Sunday, July 12, 2015

To Kill a Mockingbird, by Harper Lee



Read and reviewed in February, 2015, keeping for my personal collection

I rarely buy a new book, but I bought this one at Books-a-Million yesterday, Monday Feb. 16. I also pre-ordered Go Set a Watchman, the recently discovered manuscript by the same author, Harper Lee.
I thought I had read it years ago, but I didn't remember anything as I read it this time. I have seen the movie, so I recognized the characters and some of the plot from that. I don't know how I missed reading it, but apparently I did. So, I am all the more grateful that I decided to buy this one now.
A wonderful book of childhood in small town 1930s America.
Brother and sister Jem and Scout Finch live what seems an idyllic life with their widowed attorney father and their maid/housekeeper/surrogate mother until the summer that their father takes on a very controversial trial, defending an innocent African American man against all odds.
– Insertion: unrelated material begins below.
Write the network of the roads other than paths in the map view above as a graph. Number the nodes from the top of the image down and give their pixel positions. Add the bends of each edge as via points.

Other characters featured in this story are the children's friend Dill who comes every summer to visit his aunt, the Finches next door neighbor, and Boo Radley,
their reclusive, possibly mentally challenged neighbor down the block.
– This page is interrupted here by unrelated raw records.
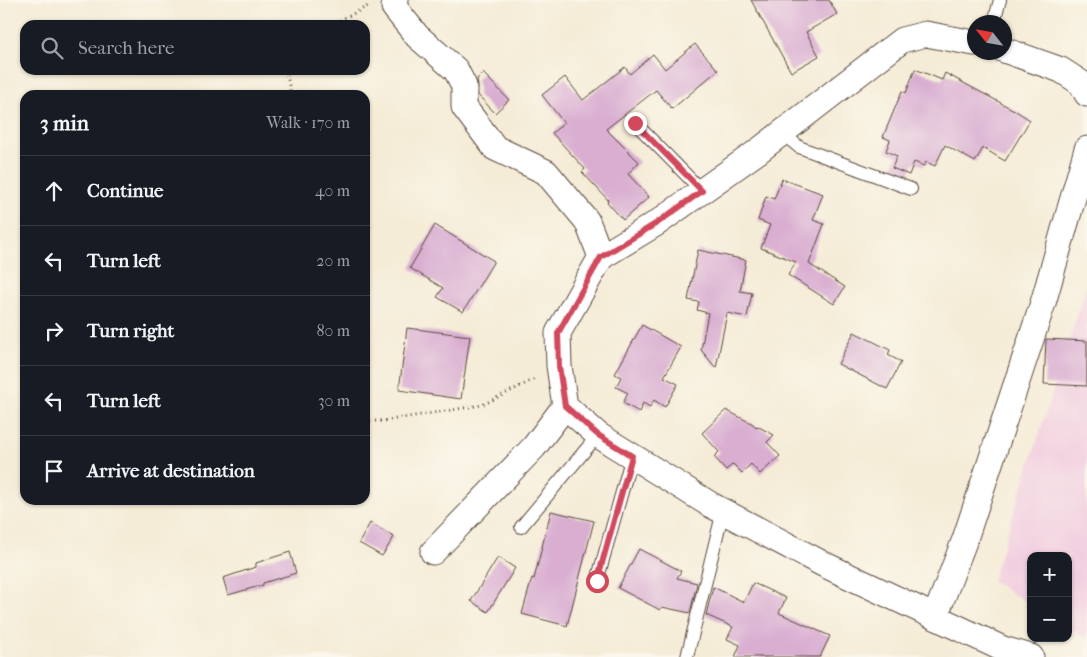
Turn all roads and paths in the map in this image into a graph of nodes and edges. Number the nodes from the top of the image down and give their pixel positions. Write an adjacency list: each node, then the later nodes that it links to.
1 (1000, 0): 3 (lane)
2 (383, 2): 4 (path); 15 (street)
3 (996, 15)
4 (342, 20)
5 (967, 42): 11 (street)
6 (1012, 53): 9 (street)
7 (287, 75): 8 (path)
8 (290, 90)
9 (1087, 94)
10 (635, 123): 14 (lane)
11 (782, 133): 13 (lane); 14 (street)
12 (1087, 149): 25 (street)
13 (911, 189)
14 (702, 191): 15 (street)
15 (601, 257): 16 (street)
16 (559, 366): 17 (street); 18 (path)
17 (565, 406): 19 (street); 23 (street)
18 (370, 421)
19 (598, 435): 20 (street); 22 (lane)
20 (632, 456): 21 (street); 24 (lane)
21 (723, 511): 25 (street); 26 (lane)
22 (521, 527)
23 (433, 552)
24 (597, 581)
25 (934, 617): 27 (street)
26 (687, 657)
27 (1032, 657)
This is a classic in American literature, required reading for most high schools and many lower grades as well. (I graduated not many years after it was first published, so it hadn't yet made the required reading list in my time.) Its reputation is well deserved; it is wonderfully written, and the characters are drawn with precision. A delightful book, it kept me interested from beginning to end. I am looking forward to Go Set a Watchman, which is to feature Scout as a young woman.